- THE PROBLEM
Scan the records for the string "roads", then copy each line that has it.

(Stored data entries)
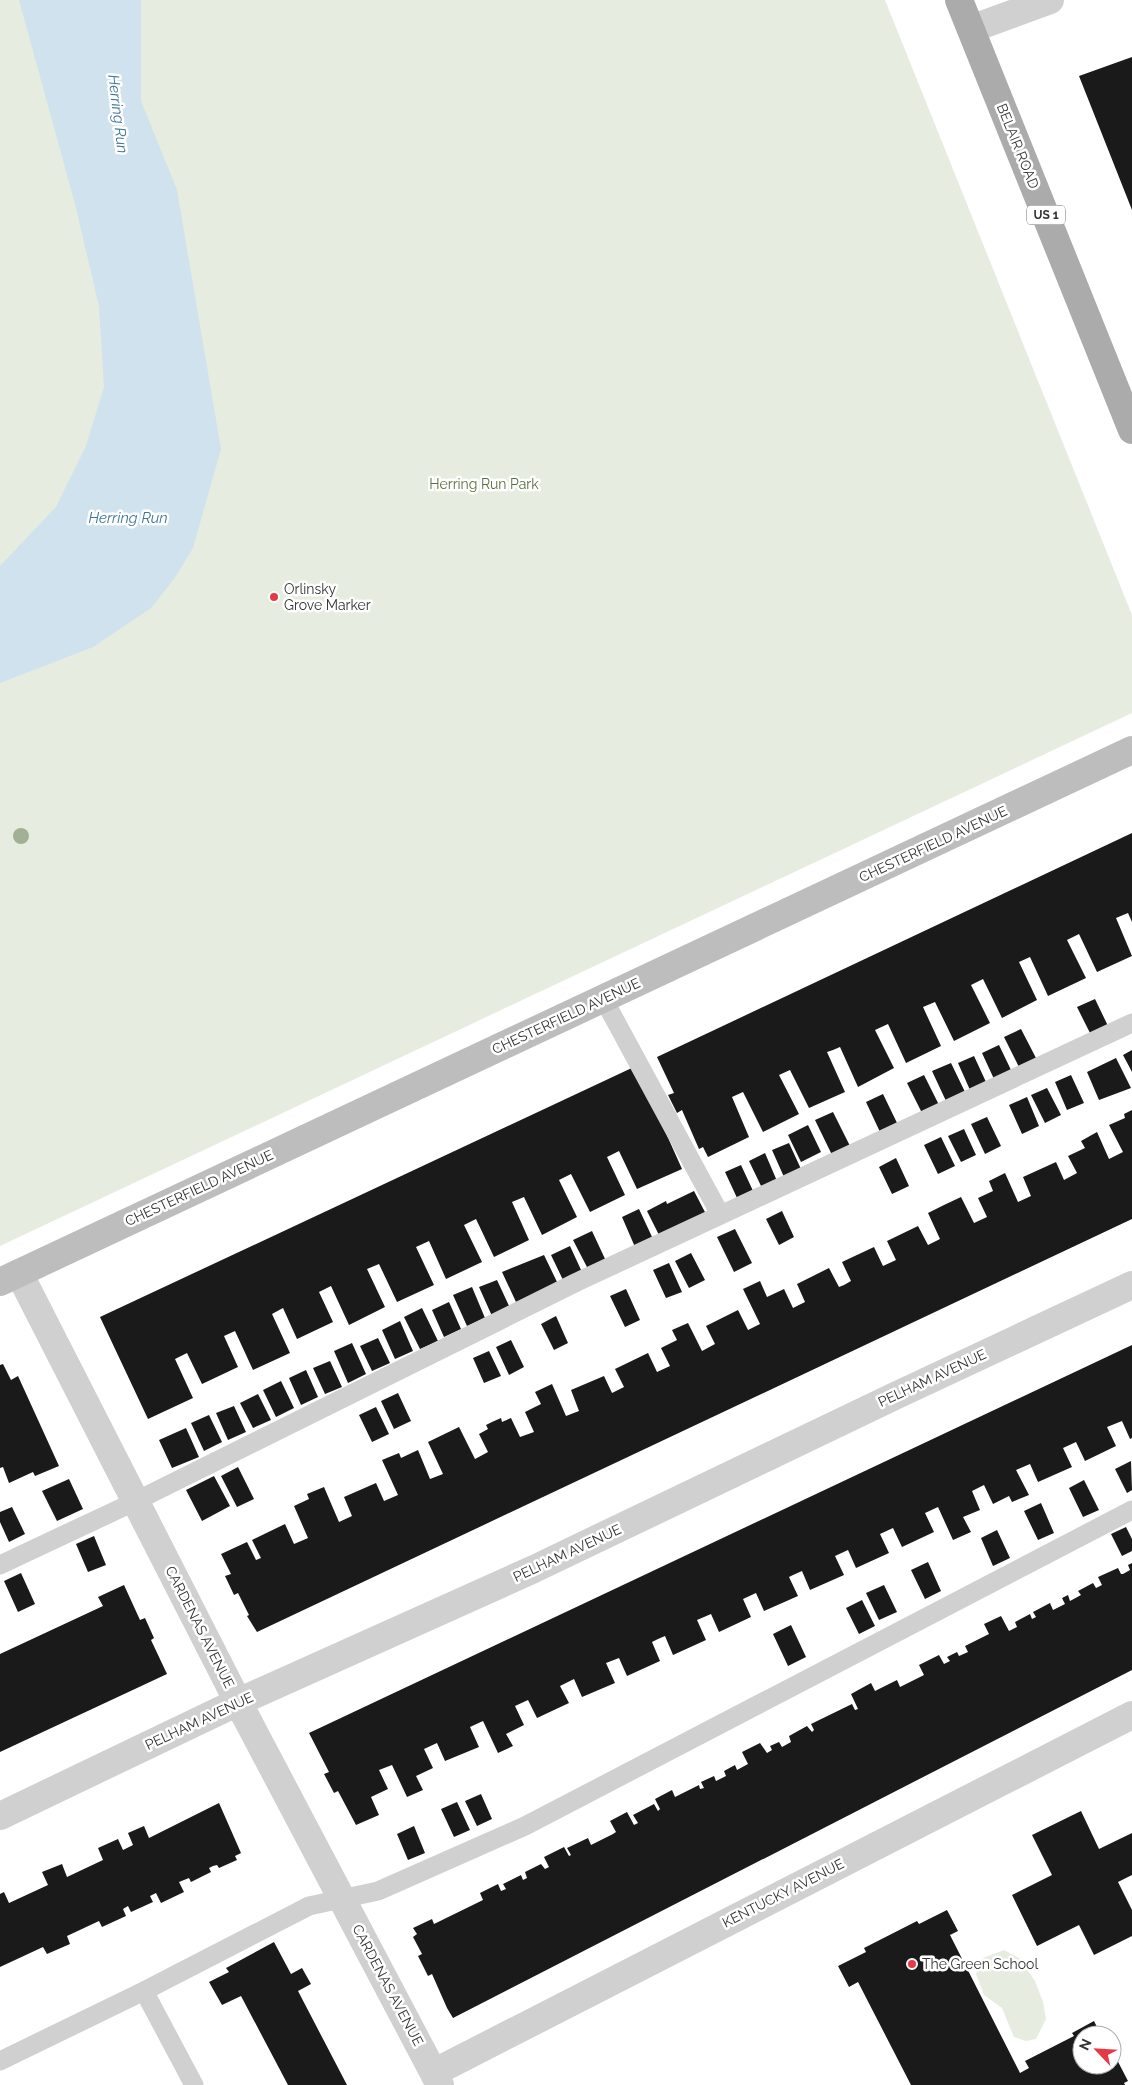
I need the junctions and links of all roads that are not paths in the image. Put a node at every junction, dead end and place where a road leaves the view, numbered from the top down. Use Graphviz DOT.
graph roads {
  1 [pos="959,0"];
  2 [pos="1050,0"];
  3 [pos="971,29"];
  4 [pos="1132,430"];
  5 [pos="1132,750"];
  6 [pos="604,998"];
  7 [pos="1132,1023"];
  8 [pos="720,1214"];
  9 [pos="10,1277"];
  10 [pos="1132,1285"];
  11 [pos="136,1501"];
  12 [pos="1132,1510"];
  13 [pos="0,1565"];
  14 [pos="238,1702"];
  15 [pos="1132,1715"];
  16 [pos="0,1816"];
  17 [pos="342,1900"];
  18 [pos="144,1991"];
  19 [pos="0,2061"];
  20 [pos="438,2078"];
  21 [pos="194,2085"];
  1 -- 3 [label="main road, BELAIR ROAD / US 1"];
  2 -- 3 [label="street"];
  3 -- 4 [label="main road, BELAIR ROAD / US 1"];
  5 -- 6 [label="street, CHESTERFIELD AVENUE"];
  6 -- 8 [label="lane"];
  6 -- 9 [label="street, CHESTERFIELD AVENUE"];
  7 -- 8 [label="lane"];
  8 -- 11 [label="lane"];
  9 -- 11 [label="street, CARDENAS AVENUE"];
  10 -- 14 [label="street, PELHAM AVENUE"];
  11 -- 13 [label="lane"];
  11 -- 14 [label="street, CARDENAS AVENUE"];
  12 -- 17 [label="lane"];
  14 -- 16 [label="street, PELHAM AVENUE"];
  14 -- 17 [label="street, CARDENAS AVENUE"];
  15 -- 20 [label="street, KENTUCKY AVENUE"];
  17 -- 18 [label="lane"];
  17 -- 20 [label="street, CARDENAS AVENUE"];
  18 -- 19 [label="lane"];
  18 -- 21 [label="lane"];
}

- EXERCISE ANSWER
I need the junctions and links of all roads that are not paths in the image. Put a node at every junction, dead end and place where a road leaves the view, numbered from the top down. Use Graphviz DOT.
graph roads {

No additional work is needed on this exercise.